It was wonderful to be able to hold a mobile photography workshop in Kyemihoko village on a day off during our second Ugandan shoot, with thanks to all those who came. Zuleika invited Diana Kanweri to help lead this session and inspire the local women. Read on for Diana’s response:
”It was a great honour for me to be invited to this workshop to share some mobile photography basics with women in Rukoki-Kasese Uganda. I am Diana Kanweri, a camera woman who so far has been working on several chimpanzee film projects and looking to expand my knowledge and skills filming other wildlife in different areas.
I developed a photography passion when I was a young adult after spending a lot of time with wildlife as a tourist guide and research assistant, where I realised that photography is the best way to connect and learn. I identify, interpret and mostly capture the rare moments and species we don’t witness everyday and that words and eyes cannot describe.
I was so impressed to meet this group of women in Kasese who were interested in learning photography, similarly surprised that here, almost in my home community, I had not encountered any woman who cared to ask what I did with cameras and especially was convinced photography was a man thing.
We had a big turn up regardless of their home chores waiting and their zeal to learn was impressive. Zuleika and I shared important principles and uses of photography with them. I demonstrated techniques and they learned easily, playing around with some photography basics like phone holding, composition, framing, lighting, shot sizes, angles and story telling. We tried out these techniques with their phones, one or two who had smartphones and we shared ours with those who didn’t. The outcome was amazing as most of them were such enthusiastic and quick learners.
They have a great number of traditional activities they can record like fashion, traditional ceremonies and creative art. Some of the women brought hand woven baskets and took a few still lives.
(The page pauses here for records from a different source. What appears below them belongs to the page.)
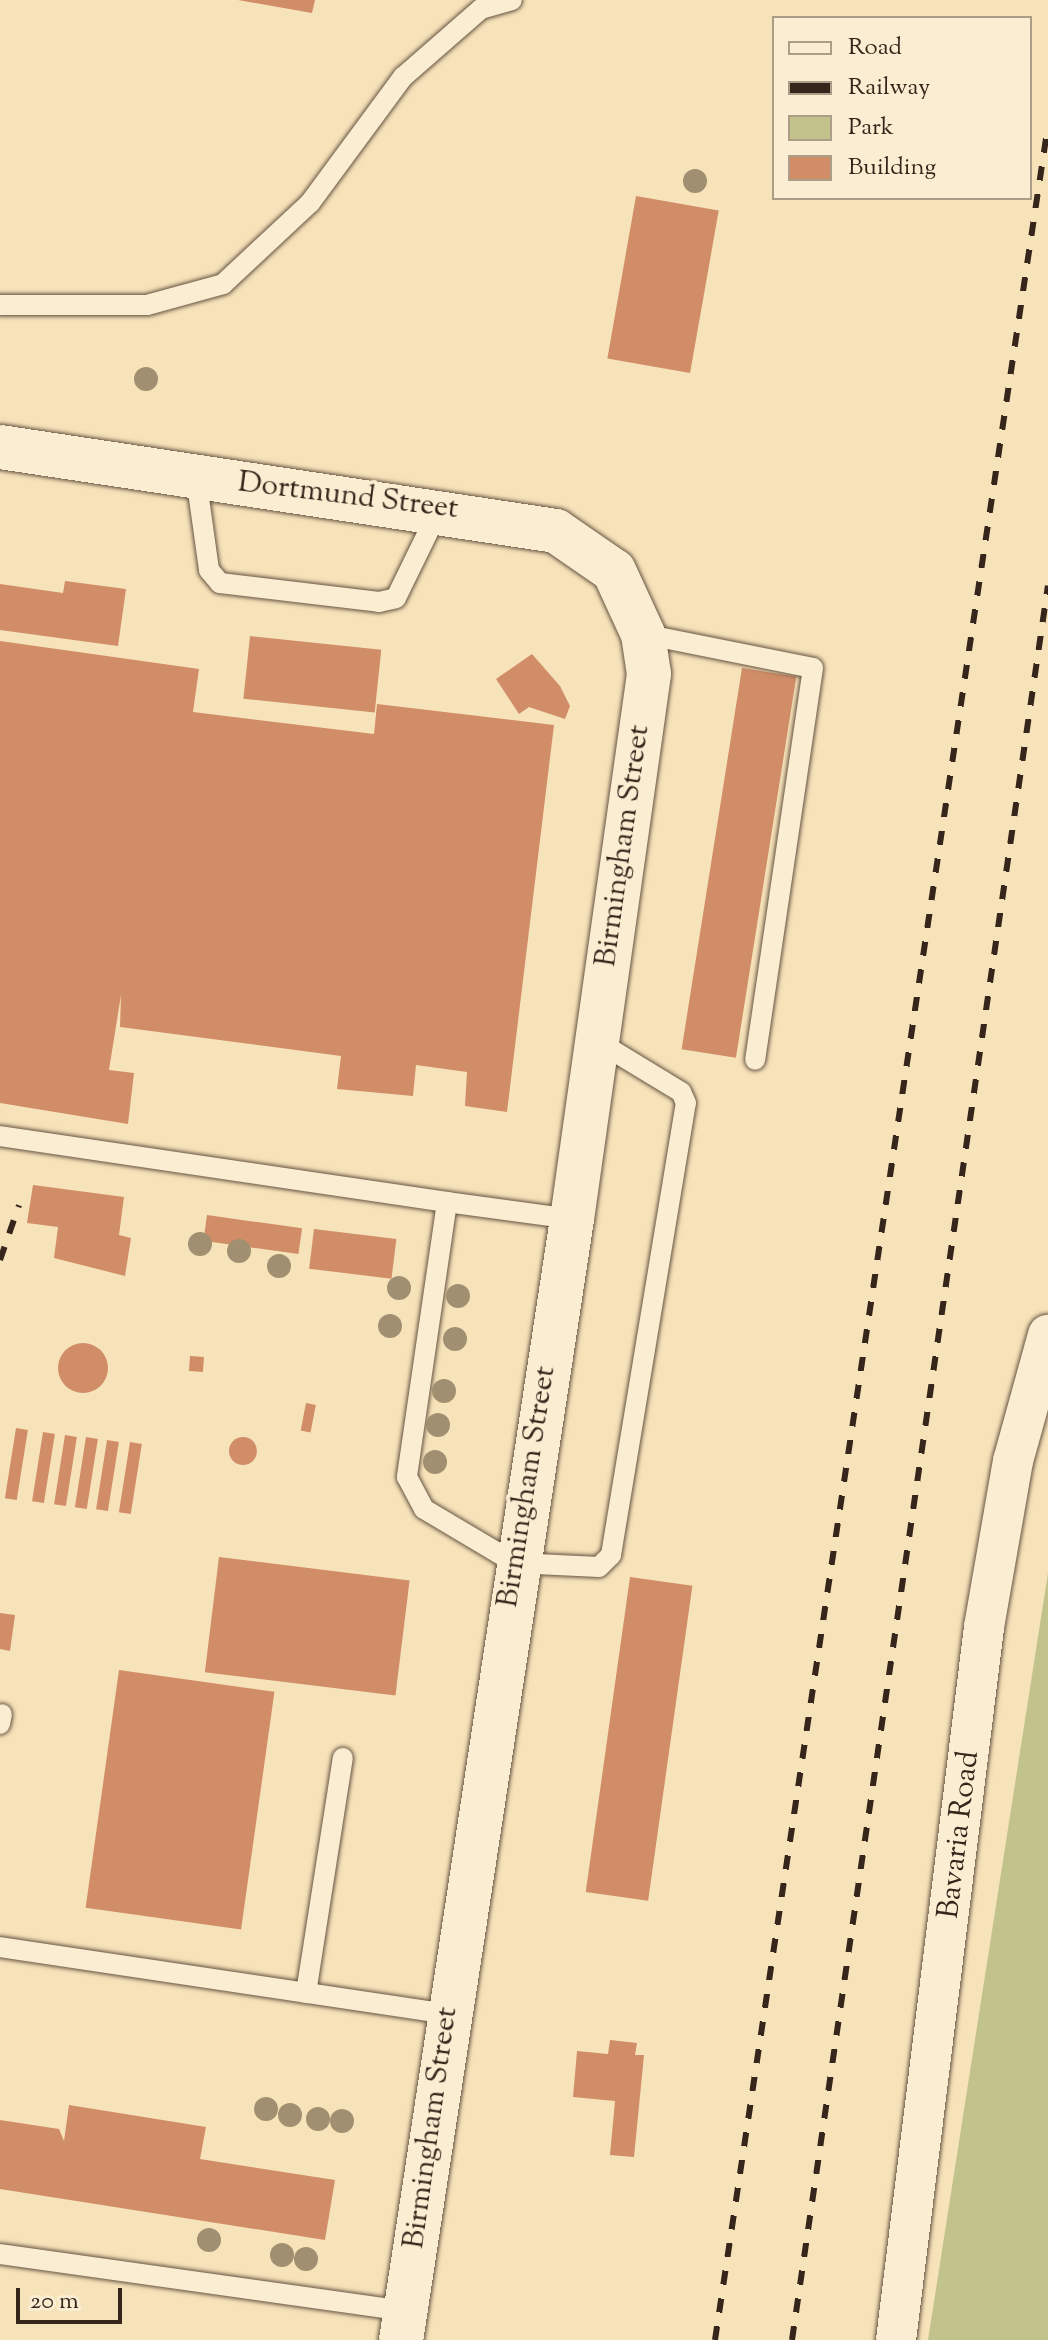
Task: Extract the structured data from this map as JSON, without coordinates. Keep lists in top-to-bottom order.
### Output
{
  "streets": {
    "street": ["Dortmund Street", "Birmingham Street", "Bavaria Road"]
  },
  "crossings": [
    ["Dortmund Street", "Birmingham Street"]
  ],
  "legend": [
    "Road",
    "Railway",
    "Park",
    "Building"
  ],
  "scale_bar": "20 m"
}
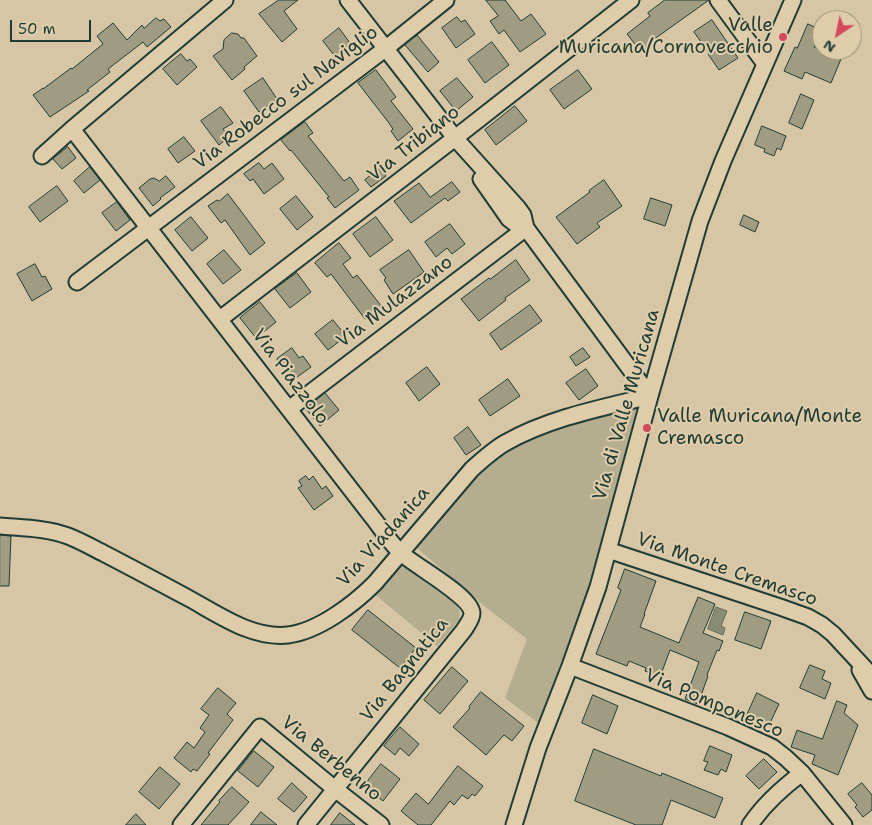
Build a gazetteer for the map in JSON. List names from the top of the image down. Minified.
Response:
{"streets":{"street":["Via Robecco sul Naviglio","Via Tribiano","Via Mulazzano","Via Piazzolo","Via di Valle Muricana","Via Viadanica","Via Monte Cremasco","Via Bagnatica","Via Pomponesco","Via Berbenno"]},"crossings":[["Via Robecco sul Naviglio","Via Piazzolo"],["Via Tribiano","Via Piazzolo"],["Via Mulazzano","Via Piazzolo"],["Via Piazzolo","Via Viadanica"],["Via Piazzolo","Via Bagnatica"],["Via di Valle Muricana","Via Viadanica"],["Via di Valle Muricana","Via Monte Cremasco"],["Via di Valle Muricana","Via Pomponesco"],["Via Viadanica","Via Bagnatica"],["Via Bagnatica","Via Berbenno"]],"places":["Valle Muricana/Cornovecchio","Valle Muricana/Monte Cremasco"],"scale_bar":"50 m","north":"bottom left"}
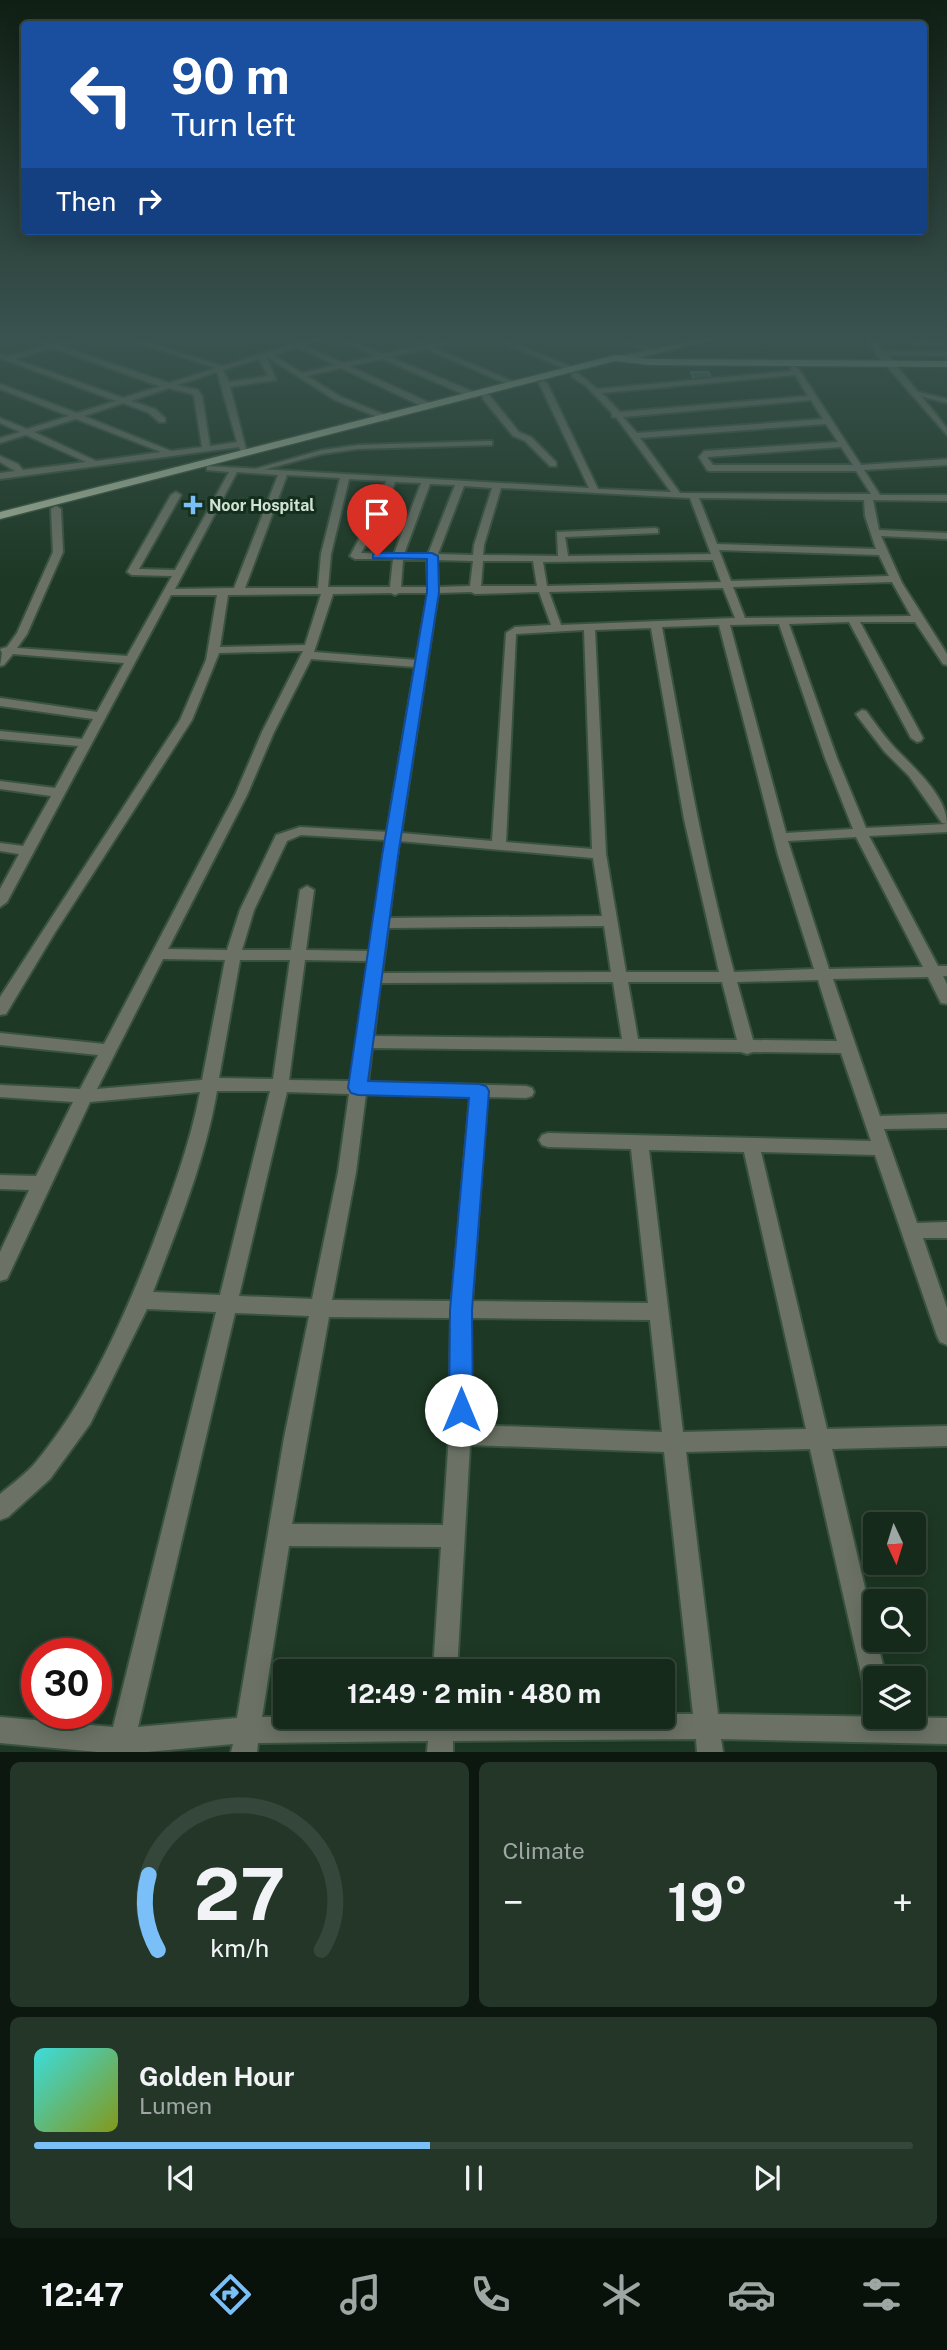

They can document future events and we left the Foundry centre a camera for anyone to practice with.
Given the beautiful community they live in on the slopes of the Rwenzori mountains and great work being done to re-wild the area, with continuous practice, these women will be able to do a wonderful job taking pictures of animals, birds, and even snakes which will help them identify them and learn how to live safely around them.
Perhaps the women can also teach other community members to take better photos which will hold a good future for them and the environment around, and may even earn them some income one day.
A very special thanks to Director Zuleika Kingdon and Films for Change for funding the workshop, inviting me and helping inspire the women.”